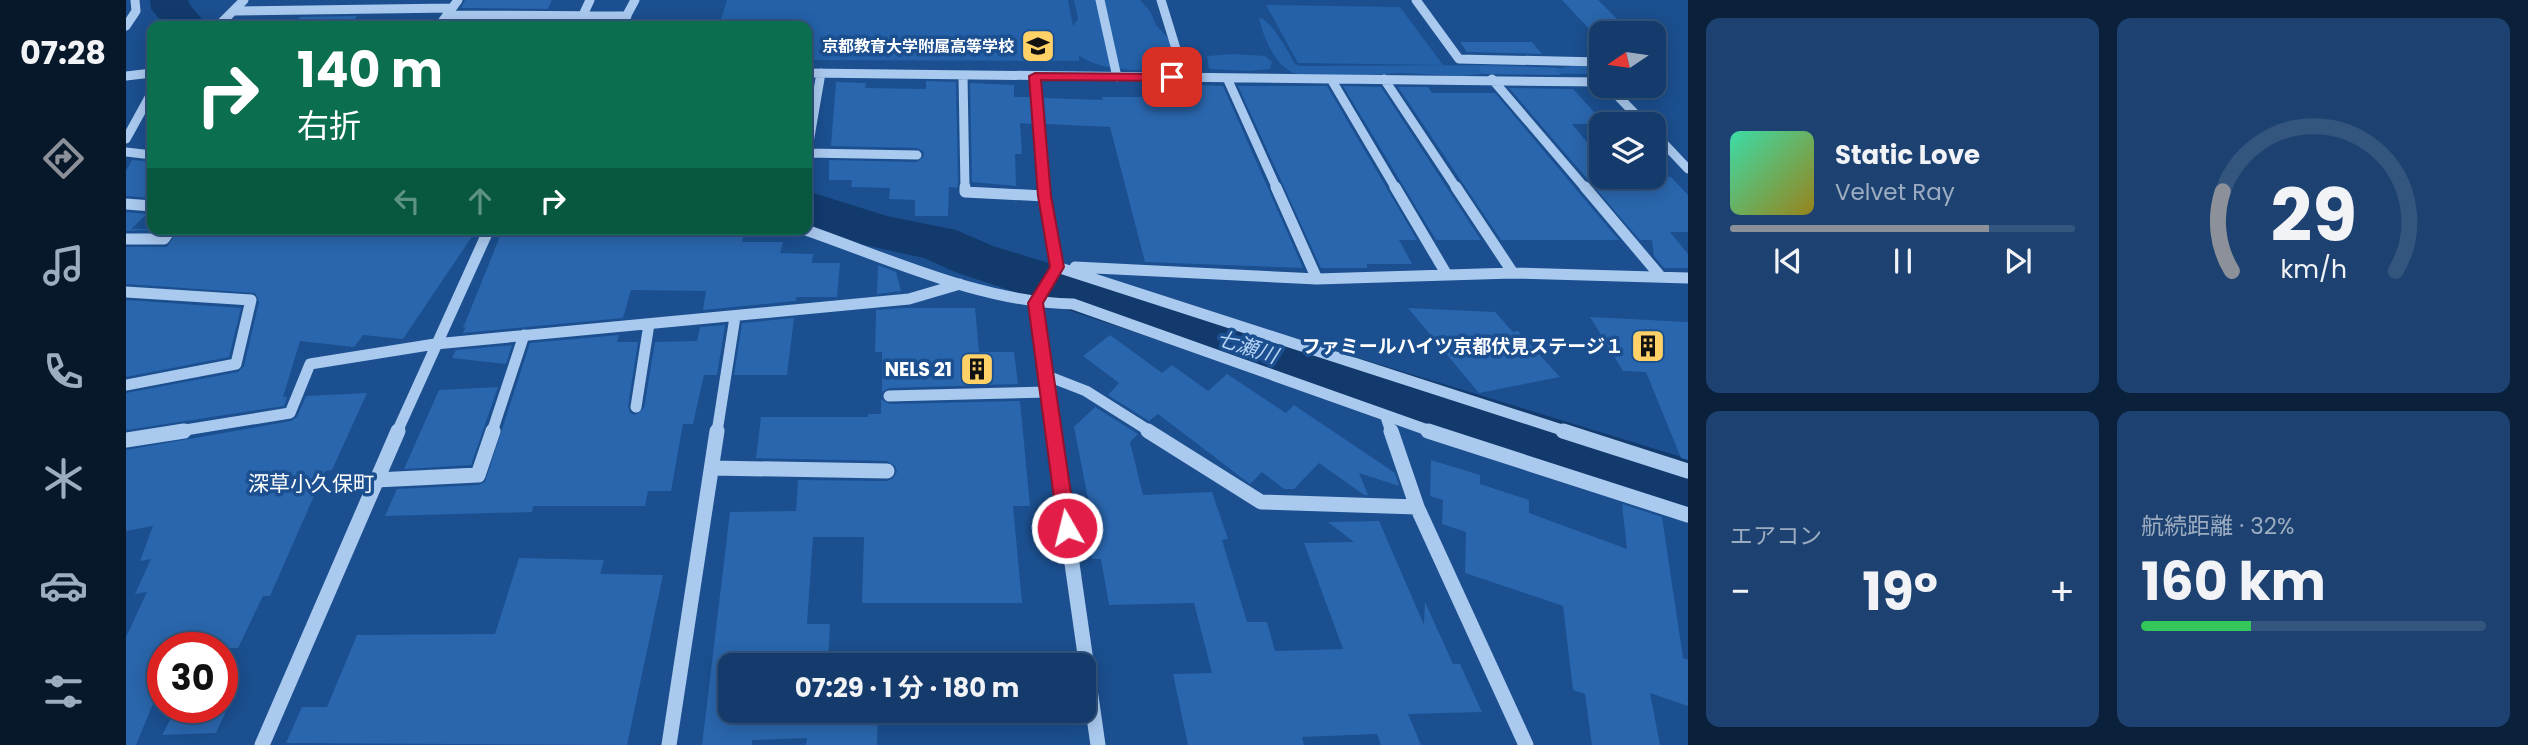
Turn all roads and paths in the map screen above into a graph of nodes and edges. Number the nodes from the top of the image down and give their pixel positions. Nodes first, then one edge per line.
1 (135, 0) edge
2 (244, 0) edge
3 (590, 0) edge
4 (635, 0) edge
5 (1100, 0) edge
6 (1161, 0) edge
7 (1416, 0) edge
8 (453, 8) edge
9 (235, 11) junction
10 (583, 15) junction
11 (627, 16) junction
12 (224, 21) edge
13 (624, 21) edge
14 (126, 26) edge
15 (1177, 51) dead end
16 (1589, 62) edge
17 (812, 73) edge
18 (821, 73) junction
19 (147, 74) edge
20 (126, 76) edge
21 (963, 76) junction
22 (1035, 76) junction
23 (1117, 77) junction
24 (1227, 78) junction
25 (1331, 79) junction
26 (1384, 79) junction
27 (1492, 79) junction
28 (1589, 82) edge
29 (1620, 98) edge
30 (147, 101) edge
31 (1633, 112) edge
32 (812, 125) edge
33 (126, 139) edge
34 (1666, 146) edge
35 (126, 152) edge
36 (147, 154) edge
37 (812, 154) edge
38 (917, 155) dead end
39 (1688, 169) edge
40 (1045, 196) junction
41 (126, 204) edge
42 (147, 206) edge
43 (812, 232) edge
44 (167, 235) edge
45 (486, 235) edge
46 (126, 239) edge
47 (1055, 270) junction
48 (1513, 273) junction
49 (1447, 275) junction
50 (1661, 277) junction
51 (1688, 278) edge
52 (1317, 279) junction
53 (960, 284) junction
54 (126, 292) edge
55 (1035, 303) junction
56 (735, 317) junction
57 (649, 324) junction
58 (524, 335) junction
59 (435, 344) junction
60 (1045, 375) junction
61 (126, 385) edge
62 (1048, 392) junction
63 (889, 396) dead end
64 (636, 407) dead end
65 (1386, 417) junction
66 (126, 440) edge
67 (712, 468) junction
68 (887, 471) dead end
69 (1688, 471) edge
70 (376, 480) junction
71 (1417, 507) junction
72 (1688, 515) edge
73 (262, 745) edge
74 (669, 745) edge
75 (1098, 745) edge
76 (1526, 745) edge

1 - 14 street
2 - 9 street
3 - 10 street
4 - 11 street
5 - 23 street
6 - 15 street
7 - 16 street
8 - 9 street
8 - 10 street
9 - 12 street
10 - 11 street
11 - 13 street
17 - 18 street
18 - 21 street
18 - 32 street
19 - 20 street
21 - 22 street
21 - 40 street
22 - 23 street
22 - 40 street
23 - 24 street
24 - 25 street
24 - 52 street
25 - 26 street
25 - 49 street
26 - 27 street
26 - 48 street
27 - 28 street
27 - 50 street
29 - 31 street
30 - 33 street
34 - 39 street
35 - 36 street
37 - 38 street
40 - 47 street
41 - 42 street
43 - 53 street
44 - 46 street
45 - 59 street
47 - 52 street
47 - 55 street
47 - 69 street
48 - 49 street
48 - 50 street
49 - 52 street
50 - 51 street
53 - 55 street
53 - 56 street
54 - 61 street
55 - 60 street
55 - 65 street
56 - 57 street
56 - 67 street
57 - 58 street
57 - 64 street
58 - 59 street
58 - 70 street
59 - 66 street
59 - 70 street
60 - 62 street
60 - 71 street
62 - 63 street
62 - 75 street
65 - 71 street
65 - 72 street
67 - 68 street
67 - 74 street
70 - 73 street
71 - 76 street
* * * * * * *
Exercise goal »
If a line in the entries above contains "dead", report it.

Answer to the exercise »
15 (1177, 51) dead end
38 (917, 155) dead end
63 (889, 396) dead end
64 (636, 407) dead end
68 (887, 471) dead end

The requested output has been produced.